Extrait de l'ouvrage : Face à l'avortement

« Je ne peux pas le garder, je n’ai pas les moyens ; Je suis trop jeune, je ne suis pas prête… » Le plus souvent sont perceptibles l’angoisse et la culpabilité liées à l’idée de tuer un être en devenir.

Dans le bureau de la psychologue

Comme tous les matins, je suis attendue à la consultation du centre d’IVG de l’hôpital. En arrivant, la salle d’attente est quasiment vide à l’exception d’une jeune fille, accompagnée de sa mère. Cette dernière m’accueille avec un sourire timide, sa fille ne lève pas la tête de son téléphone dont elle manipule les touches avec les pouces, à toute vitesse. À qui écrit-elle ? À qui répond-elle avec cette frénésie-là ? À son copain, à sa meilleure amie ? Parle-t-elle de ça ou de toutes ces choses tellement passionnantes du quotidien des adolescents qui ne peuvent souffrir ni le silence ni l’attente ? Quoi qu’il en soit, à cette heure matinale, il n’y a personne pour moi. Après avoir été accueillies au secrétariat, la mère et la fille attendent d’être reçues par le médecin qui va procéder à un examen gynécologique et qui datera la grossesse. Ensuite, elles verront la sage-femme qui leur expliquera en détail ce qui se passera pour la jeune fille le jour de l’intervention chirurgicale ou médicamenteuse. Celle-ci l’informera enfin de toutes les formes de contraception possibles. Et selon le cas, la jeune fille pourra également rencontrer l’assistante sociale.

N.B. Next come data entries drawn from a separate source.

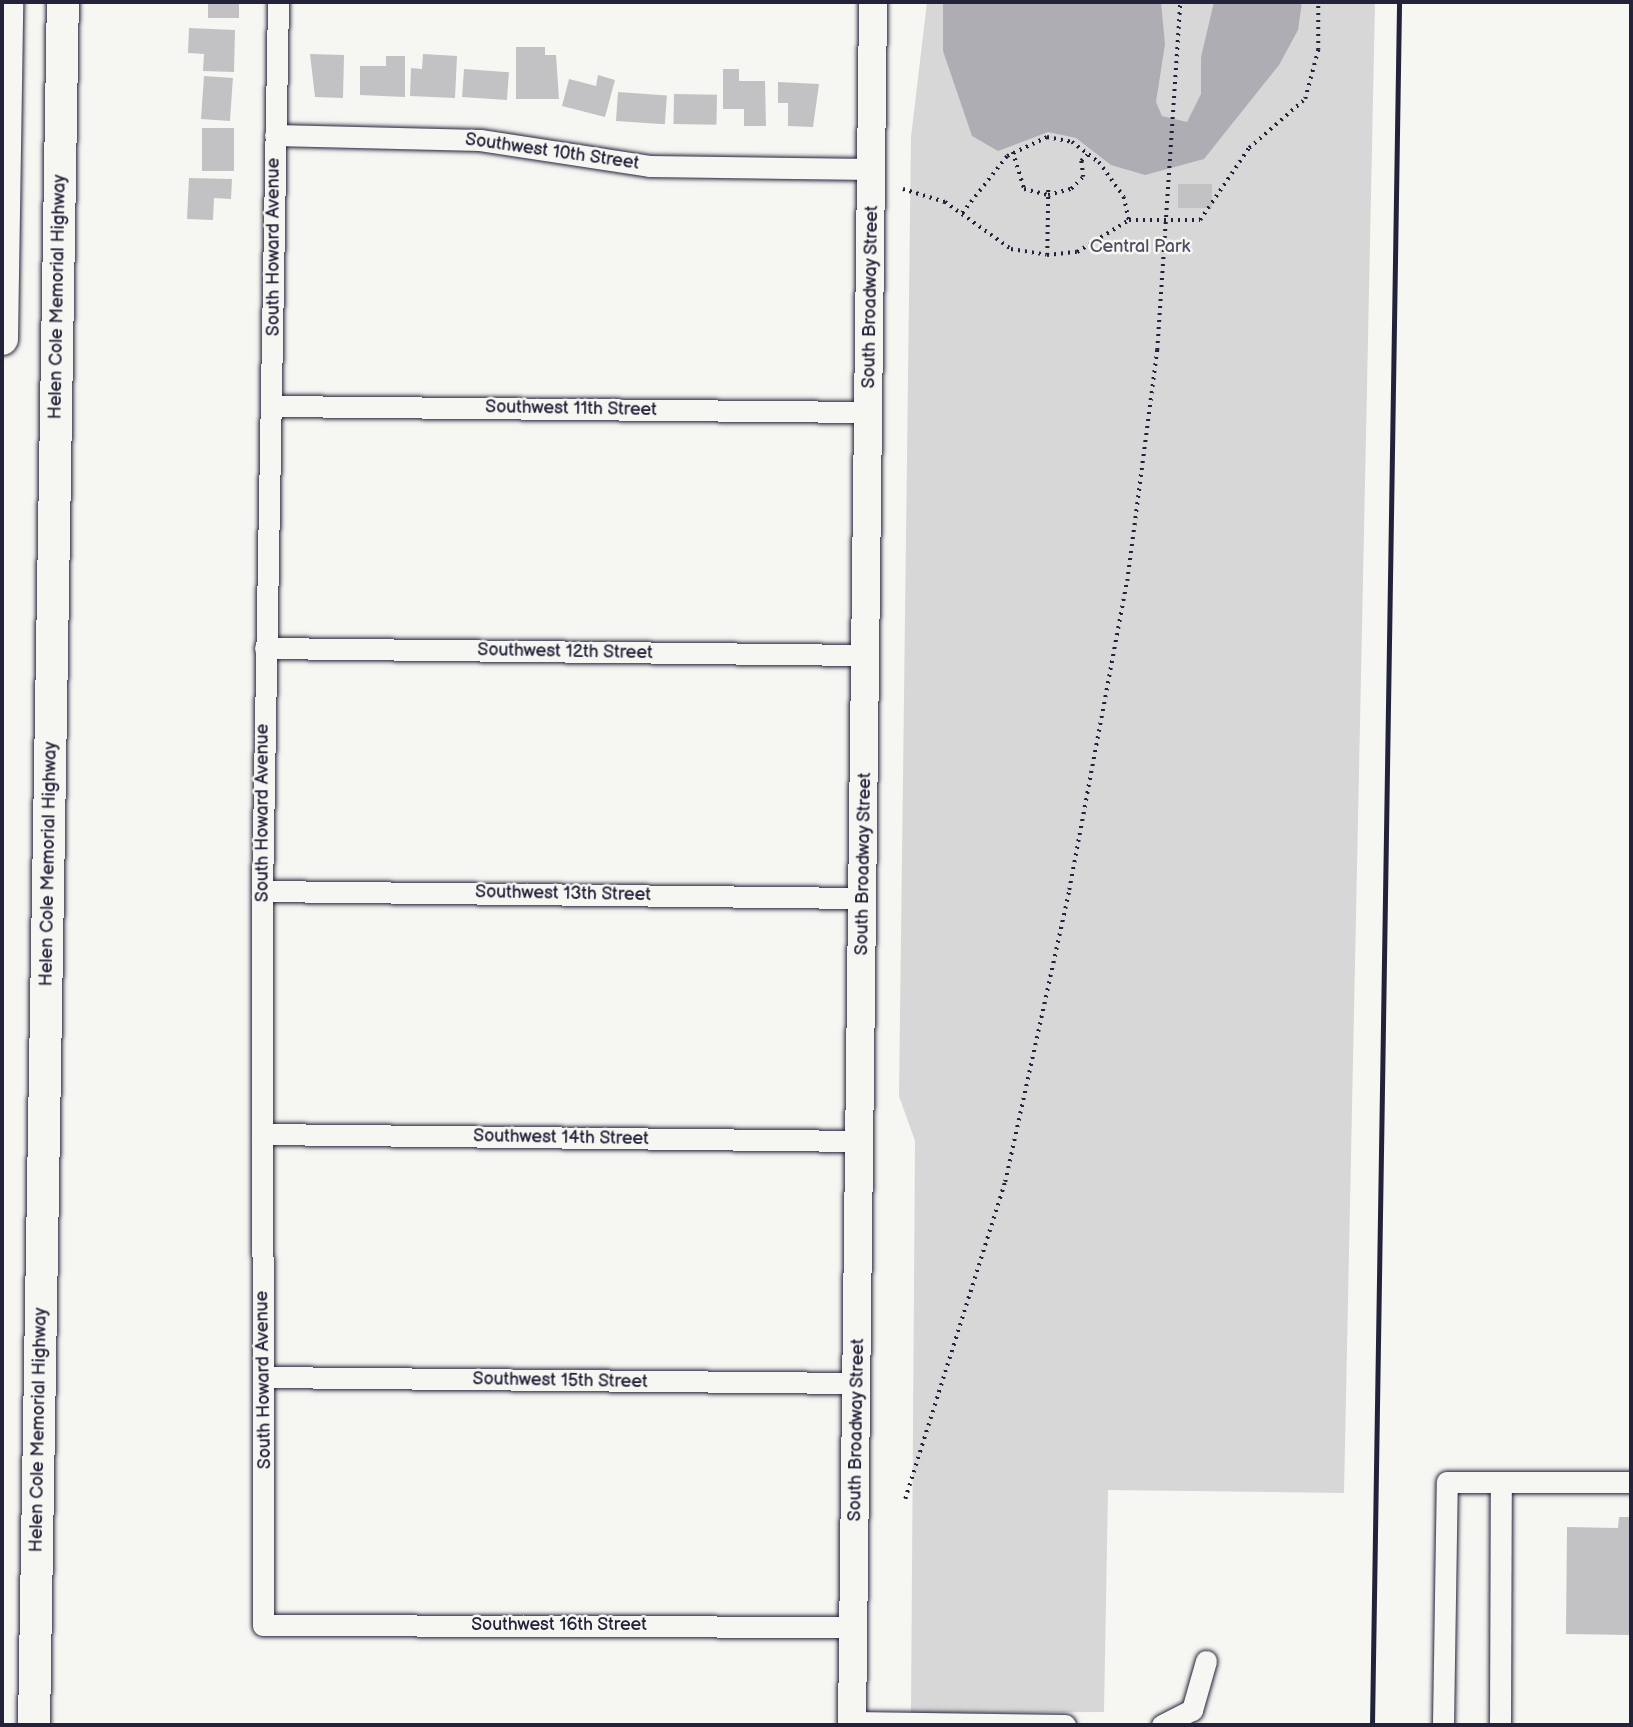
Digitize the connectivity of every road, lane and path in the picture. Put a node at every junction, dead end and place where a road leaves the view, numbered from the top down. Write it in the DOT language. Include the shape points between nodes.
graph roads {
  1 [pos="7,2"];
  2 [pos="63,2"];
  3 [pos="278,2"];
  4 [pos="873,2"];
  5 [pos="1180,2"];
  6 [pos="1318,2"];
  7 [pos="275,135"];
  8 [pos="1013,152"];
  9 [pos="1088,154"];
  10 [pos="872,169"];
  11 [pos="903,189"];
  12 [pos="1048,189"];
  13 [pos="1048,195"];
  14 [pos="962,213"];
  15 [pos="1129,220"];
  16 [pos="1166,220"];
  17 [pos="1047,255"];
  18 [pos="2,339"];
  19 [pos="273,406"];
  20 [pos="869,412"];
  21 [pos="265,648"];
  22 [pos="866,655"];
  23 [pos="262,891"];
  24 [pos="863,898"];
  25 [pos="262,1134"];
  26 [pos="860,1142"];
  27 [pos="262,1377"];
  28 [pos="858,1383"];
  29 [pos="1501,1482"];
  30 [pos="1631,1482"];
  31 [pos="905,1499"];
  32 [pos="264,1625"];
  33 [pos="854,1627"];
  34 [pos="36,1641"];
  35 [pos="1206,1661"];
  36 [pos="852,1724"];
  37 [pos="34,1725"];
  38 [pos="48,1725"];
  39 [pos="1065,1725"];
  40 [pos="1162,1725"];
  41 [pos="1443,1725"];
  42 [pos="1500,1725"];
  1 -- 18 [label="highway"];
  2 -- 34 [label="highway, Helen Cole Memorial Highway"];
  3 -- 7 [label="street, South Howard Avenue"];
  4 -- 10 [label="main road, South Broadway Street"];
  5 -- 16 [label="path"];
  6 -- 16 [label="path" via="1318,50 1305,99 1248,148 1200,220"];
  7 -- 10 [label="street, Southwest 10th Street" via="480,140 649,166"];
  7 -- 19 [label="street, South Howard Avenue"];
  8 -- 9 [label="path" via="1046,137"];
  8 -- 13 [label="path" via="1024,188"];
  8 -- 14 [label="path"];
  9 -- 13 [label="path" via="1081,161 1083,177 1071,189"];
  9 -- 15 [label="path" via="1112,178"];
  10 -- 20 [label="main road, South Broadway Street"];
  11 -- 14 [label="path"];
  12 -- 13 [label="path"];
  13 -- 17 [label="path"];
  14 -- 17 [label="path" via="1011,249"];
  15 -- 16 [label="path"];
  15 -- 17 [label="path" via="1077,252"];
  16 -- 31 [label="path" via="1157,350 1127,581 1069,890 1005,1182"];
  19 -- 20 [label="street, Southwest 11th Street"];
  19 -- 21 [label="street, South Howard Avenue"];
  20 -- 22 [label="main road, South Broadway Street"];
  21 -- 22 [label="street, Southwest 12th Street"];
  21 -- 23 [label="street, South Howard Avenue"];
  22 -- 24 [label="main road, South Broadway Street"];
  23 -- 24 [label="street, Southwest 13th Street"];
  23 -- 25 [label="street, South Howard Avenue"];
  24 -- 26 [label="main road, South Broadway Street"];
  25 -- 26 [label="street, Southwest 14th Street"];
  25 -- 27 [label="street, South Howard Avenue"];
  26 -- 28 [label="main road, South Broadway Street"];
  27 -- 28 [label="street, Southwest 15th Street"];
  27 -- 32 [label="street, South Howard Avenue"];
  28 -- 33 [label="main road, South Broadway Street"];
  29 -- 30 [label="street"];
  29 -- 41 [label="street" via="1447,1482"];
  29 -- 42 [label="street"];
  32 -- 33 [label="street, Southwest 16th Street"];
  33 -- 36 [label="main road, South Broadway Street"];
  34 -- 37 [label="highway, Helen Cole Memorial Highway"];
  34 -- 38 [label="highway"];
  35 -- 40 [label="street" via="1192,1710"];
  36 -- 39 [label="street"];
}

Il est peu probable qu’elle demande spontanément à rencontrer la psychologue à moins que ce ne soit la mère qui insiste, auquel cas je demanderai quand même à la jeune fille si elle y consent ; je peux aussi recevoir la mère seule car c’est souvent elle qui a besoin de parler à quelqu’un. Elle a beaucoup de questions et a parfois besoin d’un tiers pour l’aider à reprendre le dialogue avec sa fille. Il faudra donc vraisemblablement attendre la fin de la matinée avant qu’une « demande » émerge, généralement adressée par l’intermédiaire d’un des intervenants cités ci-dessus. Dans cette attente, j’irai voir à l’hôpital de jour comment les choses se déroulent pour les patientes admises pour une IVG ce matin et peut-être serai-je appelée « au second » dans le cadre de mon activité dans le service de chirurgie oncologique et mammaire qui, comme son nom l’indique, se situe au deuxième étage du bâtiment.

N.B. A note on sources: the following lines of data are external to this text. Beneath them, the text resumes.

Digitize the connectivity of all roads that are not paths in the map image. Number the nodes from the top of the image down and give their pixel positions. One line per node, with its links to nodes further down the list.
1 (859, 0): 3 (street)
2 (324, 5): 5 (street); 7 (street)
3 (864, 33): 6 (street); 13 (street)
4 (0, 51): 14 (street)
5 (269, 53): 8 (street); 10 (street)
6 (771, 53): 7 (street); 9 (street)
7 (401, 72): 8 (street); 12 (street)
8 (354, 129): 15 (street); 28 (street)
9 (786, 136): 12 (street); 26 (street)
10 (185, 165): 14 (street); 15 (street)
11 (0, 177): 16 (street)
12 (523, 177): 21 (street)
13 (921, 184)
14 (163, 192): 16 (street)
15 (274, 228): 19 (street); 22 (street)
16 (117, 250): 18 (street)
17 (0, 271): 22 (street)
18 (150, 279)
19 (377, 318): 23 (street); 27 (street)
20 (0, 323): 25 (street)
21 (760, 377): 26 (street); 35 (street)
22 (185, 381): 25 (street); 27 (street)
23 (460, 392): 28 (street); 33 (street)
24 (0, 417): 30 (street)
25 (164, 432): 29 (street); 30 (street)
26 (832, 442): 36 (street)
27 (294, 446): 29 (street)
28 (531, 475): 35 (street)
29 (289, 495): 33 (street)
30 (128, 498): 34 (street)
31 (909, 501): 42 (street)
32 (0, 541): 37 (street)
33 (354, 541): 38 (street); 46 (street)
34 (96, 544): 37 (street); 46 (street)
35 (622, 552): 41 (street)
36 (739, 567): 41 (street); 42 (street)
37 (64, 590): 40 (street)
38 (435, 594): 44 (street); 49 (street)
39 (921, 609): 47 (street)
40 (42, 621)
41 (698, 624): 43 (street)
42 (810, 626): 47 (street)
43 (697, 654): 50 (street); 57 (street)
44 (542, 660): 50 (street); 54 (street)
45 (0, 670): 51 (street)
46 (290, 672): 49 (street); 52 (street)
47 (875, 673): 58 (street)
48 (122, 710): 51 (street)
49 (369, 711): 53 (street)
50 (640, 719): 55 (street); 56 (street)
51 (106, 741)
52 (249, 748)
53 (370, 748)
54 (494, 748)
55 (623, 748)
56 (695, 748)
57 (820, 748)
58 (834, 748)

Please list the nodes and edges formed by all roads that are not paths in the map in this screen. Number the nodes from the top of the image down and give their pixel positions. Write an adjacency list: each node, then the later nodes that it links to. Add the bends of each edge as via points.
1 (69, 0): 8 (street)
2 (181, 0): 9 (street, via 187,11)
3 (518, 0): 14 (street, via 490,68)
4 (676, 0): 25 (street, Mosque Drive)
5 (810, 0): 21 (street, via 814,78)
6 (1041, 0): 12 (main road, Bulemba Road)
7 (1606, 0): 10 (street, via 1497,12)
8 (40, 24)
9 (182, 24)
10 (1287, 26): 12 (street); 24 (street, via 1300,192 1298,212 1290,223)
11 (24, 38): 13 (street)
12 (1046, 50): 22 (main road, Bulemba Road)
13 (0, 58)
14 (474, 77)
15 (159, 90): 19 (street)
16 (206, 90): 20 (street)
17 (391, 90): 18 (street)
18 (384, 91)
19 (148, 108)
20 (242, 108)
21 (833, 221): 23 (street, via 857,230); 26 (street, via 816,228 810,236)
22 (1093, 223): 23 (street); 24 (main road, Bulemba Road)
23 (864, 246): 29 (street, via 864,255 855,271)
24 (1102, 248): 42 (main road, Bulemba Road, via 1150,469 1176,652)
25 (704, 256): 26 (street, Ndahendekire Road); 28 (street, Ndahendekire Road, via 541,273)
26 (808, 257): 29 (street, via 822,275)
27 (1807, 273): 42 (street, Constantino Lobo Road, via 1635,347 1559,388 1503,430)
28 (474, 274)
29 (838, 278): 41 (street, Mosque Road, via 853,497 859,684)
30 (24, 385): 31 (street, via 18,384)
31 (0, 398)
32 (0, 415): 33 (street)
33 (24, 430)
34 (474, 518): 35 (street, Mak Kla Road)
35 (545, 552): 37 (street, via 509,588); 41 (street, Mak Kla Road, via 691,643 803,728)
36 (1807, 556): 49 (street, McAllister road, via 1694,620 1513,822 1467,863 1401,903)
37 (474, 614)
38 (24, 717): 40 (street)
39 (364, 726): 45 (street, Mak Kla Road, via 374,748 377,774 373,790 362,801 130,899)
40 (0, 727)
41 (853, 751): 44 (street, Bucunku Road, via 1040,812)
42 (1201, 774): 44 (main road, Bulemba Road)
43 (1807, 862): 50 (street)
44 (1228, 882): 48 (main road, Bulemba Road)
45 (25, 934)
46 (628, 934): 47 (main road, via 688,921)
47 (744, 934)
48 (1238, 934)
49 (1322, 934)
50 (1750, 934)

Pour l’heure, retournons au rez-de-chaussée en orthogénie, ce service sans lumière du jour mais dans lequel je dispose, au moins certains jours, d’un bureau muni d’un ordinateur ! Après un bref arrêt au niveau du secrétariat pour signaler ma présence, je m’apprête à recevoir la première patiente de la journée. Contrairement aux femmes qui sont dans la salle d’attente, elle a rendez-vous avec moi comme tous les mardis à 8 h 30. C’était le seul horaire qui lui convenait mais ce rendez-vous lui rappelle chaque semaine la situation dans laquelle elle se trouvait encore il y a quelques mois. Elle était alors, comme les femmes qui sont là ce matin, enceinte et dans l’attente d’une IVG. De ce travail en cours je ne peux rien dévoiler.

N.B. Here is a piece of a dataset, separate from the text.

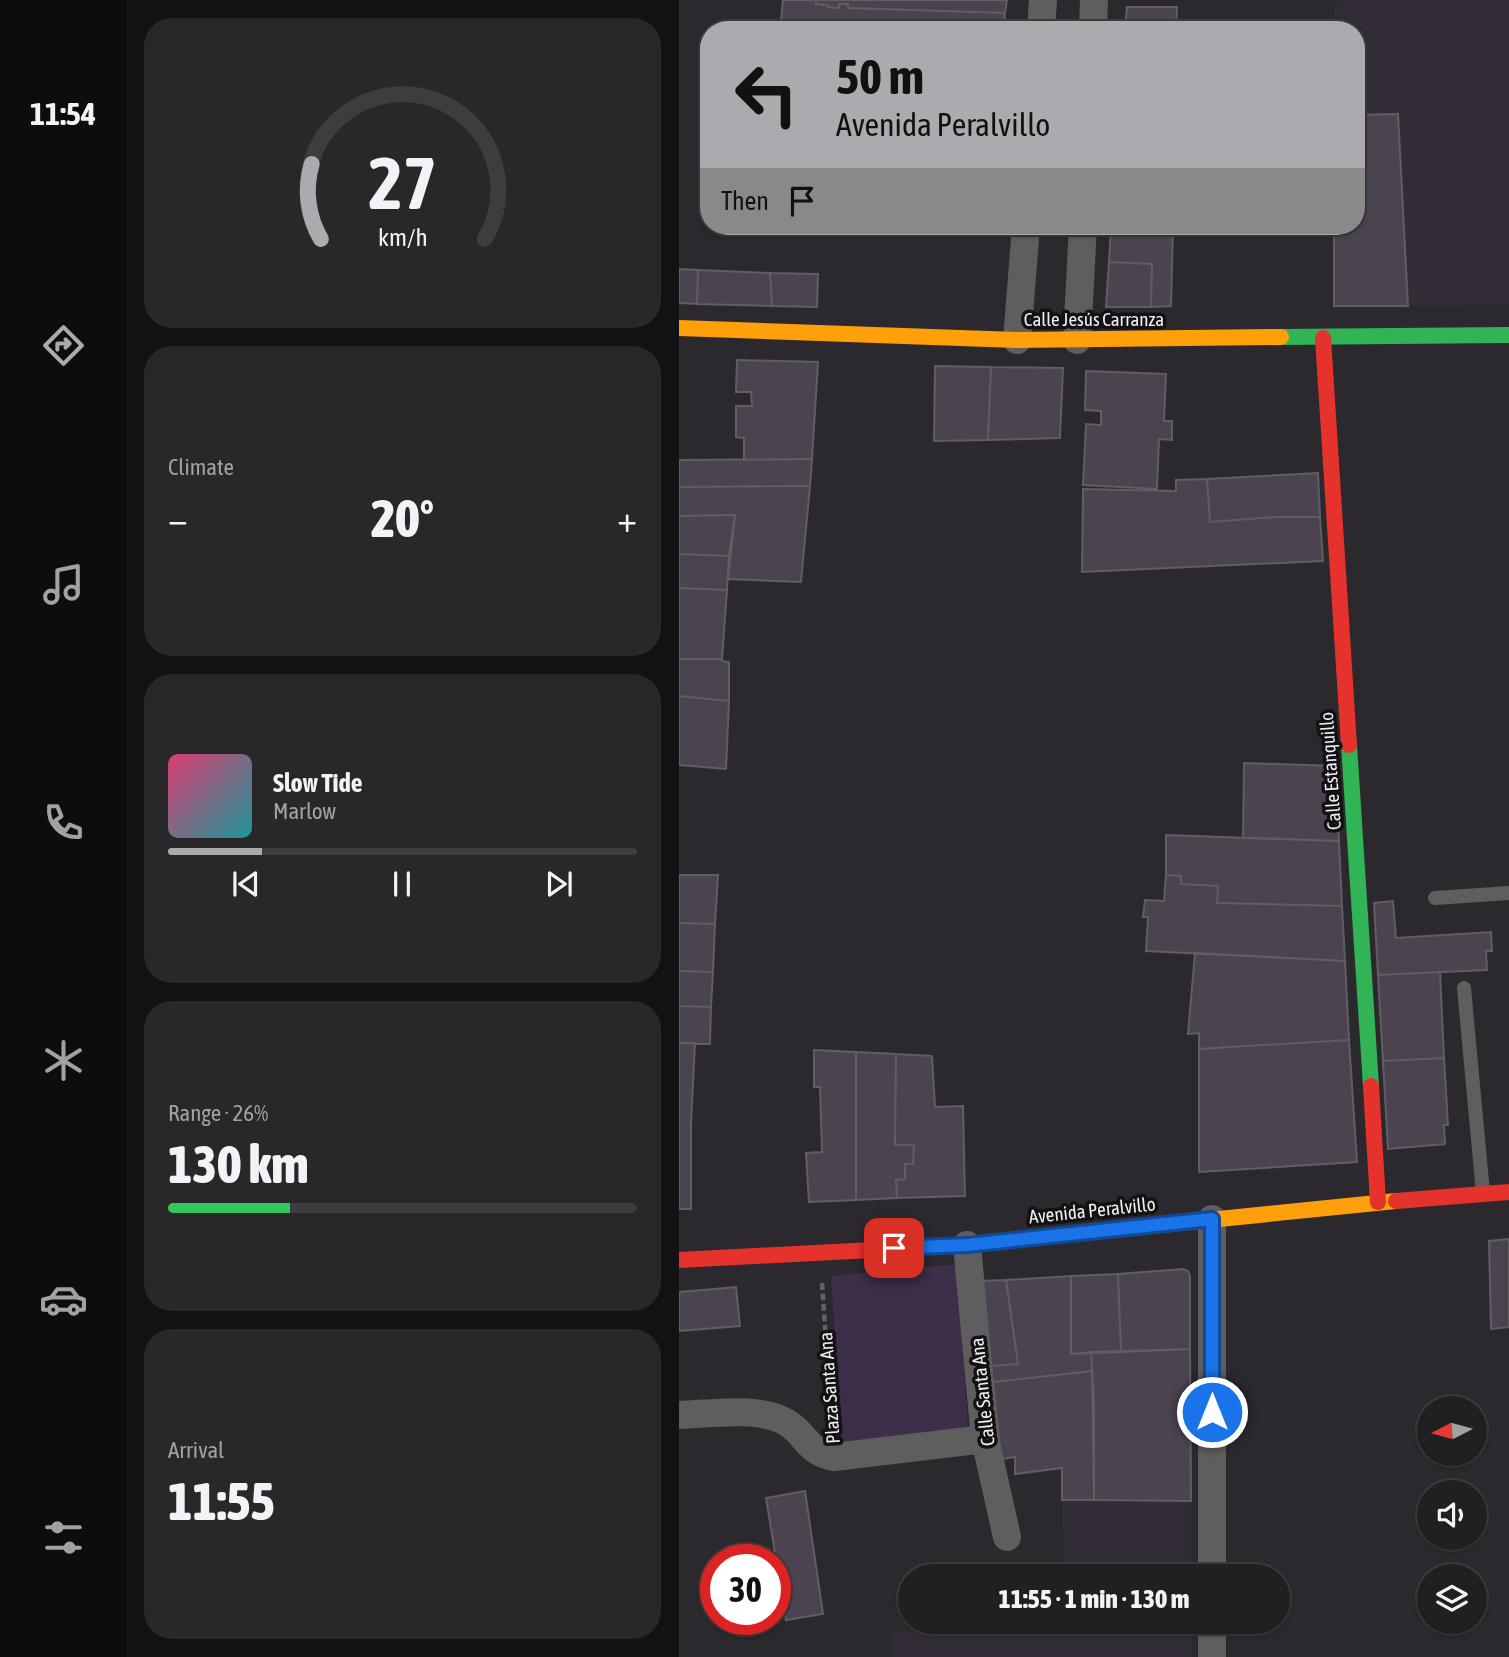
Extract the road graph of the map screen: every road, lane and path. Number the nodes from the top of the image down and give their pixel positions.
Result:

À distance de la première consultation, après que l’interruption volontaire de grossesse a eu lieu, je propose à certaines femmes de revenir quand la grossesse et la demande de l’interrompre semblent avoir réactualisé d’autres pertes, d’autres ruptures, parfois d’autres grossesses interrompues, laissant supposer une histoire qui, faute d’avoir été entendue, ne cesserait de se répéter. Cette répétition, lorsqu’elle est repérée, plonge la plupart des femmes qui en font l’expérience, dans un profond désarroi. C’est alors qu’elles demandent à me rencontrer une nouvelle fois. Dans le transfert au psychanalyste, un événement passé peut être reconnu dans le présent. Quand les patientes décident de rencontrer un psychanalyste à l’extérieur de l’hôpital, c’est un travail plus profond qui s’engage, une longue aventure à la rencontre de soi-même. Au fil de la libre association, la femme va être renvoyée à d’autres pertes, à d’autres choix, à d’autres figures féminines, qui toutes, peu à peu, trouveront leur place dans sa vie psychique et dans son histoire.